(Dataset entries)
^^^^^^^^^^^^^^^^

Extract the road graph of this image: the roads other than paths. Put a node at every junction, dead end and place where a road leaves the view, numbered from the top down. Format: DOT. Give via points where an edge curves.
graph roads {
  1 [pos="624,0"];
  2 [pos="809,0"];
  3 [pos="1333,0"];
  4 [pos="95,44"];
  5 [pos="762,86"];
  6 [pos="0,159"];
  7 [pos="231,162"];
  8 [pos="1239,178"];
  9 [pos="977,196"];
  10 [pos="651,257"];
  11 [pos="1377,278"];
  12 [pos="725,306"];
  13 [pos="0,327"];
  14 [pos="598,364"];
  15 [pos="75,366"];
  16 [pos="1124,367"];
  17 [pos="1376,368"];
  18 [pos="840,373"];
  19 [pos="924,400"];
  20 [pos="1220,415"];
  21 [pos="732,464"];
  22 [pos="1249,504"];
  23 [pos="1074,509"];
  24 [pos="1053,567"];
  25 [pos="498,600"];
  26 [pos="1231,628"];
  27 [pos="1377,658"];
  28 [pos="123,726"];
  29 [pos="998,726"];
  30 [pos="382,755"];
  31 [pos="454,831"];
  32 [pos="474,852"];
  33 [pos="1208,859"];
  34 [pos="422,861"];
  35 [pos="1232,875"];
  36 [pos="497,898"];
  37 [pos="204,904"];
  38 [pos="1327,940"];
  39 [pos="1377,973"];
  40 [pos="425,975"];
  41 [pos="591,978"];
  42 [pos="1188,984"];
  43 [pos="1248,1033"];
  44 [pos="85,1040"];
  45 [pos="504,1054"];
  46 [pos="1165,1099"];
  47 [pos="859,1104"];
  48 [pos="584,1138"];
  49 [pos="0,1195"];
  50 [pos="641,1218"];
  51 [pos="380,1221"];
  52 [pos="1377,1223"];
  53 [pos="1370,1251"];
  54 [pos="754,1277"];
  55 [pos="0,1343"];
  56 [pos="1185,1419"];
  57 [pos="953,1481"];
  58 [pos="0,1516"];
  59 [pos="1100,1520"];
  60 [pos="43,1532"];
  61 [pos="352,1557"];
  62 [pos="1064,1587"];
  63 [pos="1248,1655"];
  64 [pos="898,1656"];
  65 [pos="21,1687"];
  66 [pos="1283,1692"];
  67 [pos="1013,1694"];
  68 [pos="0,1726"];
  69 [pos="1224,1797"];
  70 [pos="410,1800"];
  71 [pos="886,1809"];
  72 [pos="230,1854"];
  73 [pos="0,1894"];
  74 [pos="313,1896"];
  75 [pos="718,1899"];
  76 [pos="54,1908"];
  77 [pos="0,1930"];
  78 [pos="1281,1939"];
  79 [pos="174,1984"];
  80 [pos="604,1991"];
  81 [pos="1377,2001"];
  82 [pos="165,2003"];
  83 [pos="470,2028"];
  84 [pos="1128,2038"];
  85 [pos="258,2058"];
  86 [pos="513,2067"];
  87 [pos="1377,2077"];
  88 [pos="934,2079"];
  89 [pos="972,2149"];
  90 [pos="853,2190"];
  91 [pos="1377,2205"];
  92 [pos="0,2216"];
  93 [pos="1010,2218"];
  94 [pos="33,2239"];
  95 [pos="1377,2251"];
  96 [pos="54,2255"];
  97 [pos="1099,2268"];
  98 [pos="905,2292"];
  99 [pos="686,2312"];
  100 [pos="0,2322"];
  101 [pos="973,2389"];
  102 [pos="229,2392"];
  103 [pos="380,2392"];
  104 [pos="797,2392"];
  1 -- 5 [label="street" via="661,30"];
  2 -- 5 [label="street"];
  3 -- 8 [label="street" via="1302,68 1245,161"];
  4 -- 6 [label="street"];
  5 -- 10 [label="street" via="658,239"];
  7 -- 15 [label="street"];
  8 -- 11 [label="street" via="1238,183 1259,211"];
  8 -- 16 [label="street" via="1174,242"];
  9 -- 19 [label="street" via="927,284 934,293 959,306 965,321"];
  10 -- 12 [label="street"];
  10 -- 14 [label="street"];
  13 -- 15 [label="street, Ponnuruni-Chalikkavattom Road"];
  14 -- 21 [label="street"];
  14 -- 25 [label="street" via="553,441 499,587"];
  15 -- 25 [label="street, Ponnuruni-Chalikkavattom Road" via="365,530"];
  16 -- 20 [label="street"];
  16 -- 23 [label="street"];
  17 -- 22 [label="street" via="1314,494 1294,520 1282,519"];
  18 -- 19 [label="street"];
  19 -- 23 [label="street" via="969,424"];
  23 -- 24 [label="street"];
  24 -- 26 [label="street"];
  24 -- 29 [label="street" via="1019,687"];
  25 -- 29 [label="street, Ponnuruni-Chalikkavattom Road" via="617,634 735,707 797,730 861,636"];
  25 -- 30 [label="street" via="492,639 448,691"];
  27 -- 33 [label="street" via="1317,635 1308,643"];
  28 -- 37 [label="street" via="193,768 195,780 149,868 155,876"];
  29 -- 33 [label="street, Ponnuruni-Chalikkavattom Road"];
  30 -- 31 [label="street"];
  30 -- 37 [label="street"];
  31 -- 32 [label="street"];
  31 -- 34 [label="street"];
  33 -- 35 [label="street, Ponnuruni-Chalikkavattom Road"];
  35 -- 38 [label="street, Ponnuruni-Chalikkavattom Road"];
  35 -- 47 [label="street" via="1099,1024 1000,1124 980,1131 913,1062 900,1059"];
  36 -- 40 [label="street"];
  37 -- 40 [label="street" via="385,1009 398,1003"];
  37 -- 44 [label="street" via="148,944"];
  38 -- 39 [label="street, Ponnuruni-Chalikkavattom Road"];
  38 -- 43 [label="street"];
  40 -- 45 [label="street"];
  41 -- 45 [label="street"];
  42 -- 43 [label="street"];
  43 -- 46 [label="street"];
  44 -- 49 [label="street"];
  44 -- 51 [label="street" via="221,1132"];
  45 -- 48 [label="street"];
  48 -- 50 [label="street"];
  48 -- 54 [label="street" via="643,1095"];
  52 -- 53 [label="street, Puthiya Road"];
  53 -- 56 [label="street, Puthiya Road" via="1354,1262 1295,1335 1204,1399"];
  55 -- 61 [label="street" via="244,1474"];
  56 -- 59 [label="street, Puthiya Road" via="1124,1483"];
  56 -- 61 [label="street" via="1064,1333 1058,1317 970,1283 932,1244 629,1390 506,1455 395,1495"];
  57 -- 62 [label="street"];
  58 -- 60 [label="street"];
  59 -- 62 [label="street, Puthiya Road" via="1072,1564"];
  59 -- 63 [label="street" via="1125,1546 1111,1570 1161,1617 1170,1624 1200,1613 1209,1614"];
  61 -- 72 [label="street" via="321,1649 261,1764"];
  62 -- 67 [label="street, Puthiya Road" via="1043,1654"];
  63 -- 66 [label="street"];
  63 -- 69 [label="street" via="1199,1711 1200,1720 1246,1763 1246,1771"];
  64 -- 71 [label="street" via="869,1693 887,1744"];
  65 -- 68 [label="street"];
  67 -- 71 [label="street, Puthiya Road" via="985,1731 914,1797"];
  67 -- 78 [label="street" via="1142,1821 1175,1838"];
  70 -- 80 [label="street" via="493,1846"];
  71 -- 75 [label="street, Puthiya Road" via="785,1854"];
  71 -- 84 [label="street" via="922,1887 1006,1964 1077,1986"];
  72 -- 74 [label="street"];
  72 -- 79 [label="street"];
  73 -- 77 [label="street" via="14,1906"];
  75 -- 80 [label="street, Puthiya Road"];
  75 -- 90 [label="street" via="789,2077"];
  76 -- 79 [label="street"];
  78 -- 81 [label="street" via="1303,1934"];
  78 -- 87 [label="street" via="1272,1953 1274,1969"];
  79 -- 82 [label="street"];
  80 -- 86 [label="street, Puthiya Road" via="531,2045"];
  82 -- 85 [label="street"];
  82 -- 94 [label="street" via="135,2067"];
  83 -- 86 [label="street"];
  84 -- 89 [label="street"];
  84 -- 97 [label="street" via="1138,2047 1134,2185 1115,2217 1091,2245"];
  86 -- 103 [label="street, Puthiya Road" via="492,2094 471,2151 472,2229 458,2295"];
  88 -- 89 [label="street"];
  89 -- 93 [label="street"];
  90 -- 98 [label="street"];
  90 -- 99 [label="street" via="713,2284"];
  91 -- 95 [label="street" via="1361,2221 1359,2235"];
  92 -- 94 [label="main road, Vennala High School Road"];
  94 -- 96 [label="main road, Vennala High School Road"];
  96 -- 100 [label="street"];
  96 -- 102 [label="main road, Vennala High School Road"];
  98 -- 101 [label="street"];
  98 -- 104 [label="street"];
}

^^^^^^^^^^^^^^^^

EXERCISE INSTRUCTIONS: The required answer is each line of the data in which the word "Ponnuruni" appears.

REPLY:
  13 -- 15 [label="street, Ponnuruni-Chalikkavattom Road"];
  15 -- 25 [label="street, Ponnuruni-Chalikkavattom Road" via="365,530"];
  25 -- 29 [label="street, Ponnuruni-Chalikkavattom Road" via="617,634 735,707 797,730 861,636"];
  29 -- 33 [label="street, Ponnuruni-Chalikkavattom Road"];
  33 -- 35 [label="street, Ponnuruni-Chalikkavattom Road"];
  35 -- 38 [label="street, Ponnuruni-Chalikkavattom Road"];
  38 -- 39 [label="street, Ponnuruni-Chalikkavattom Road"];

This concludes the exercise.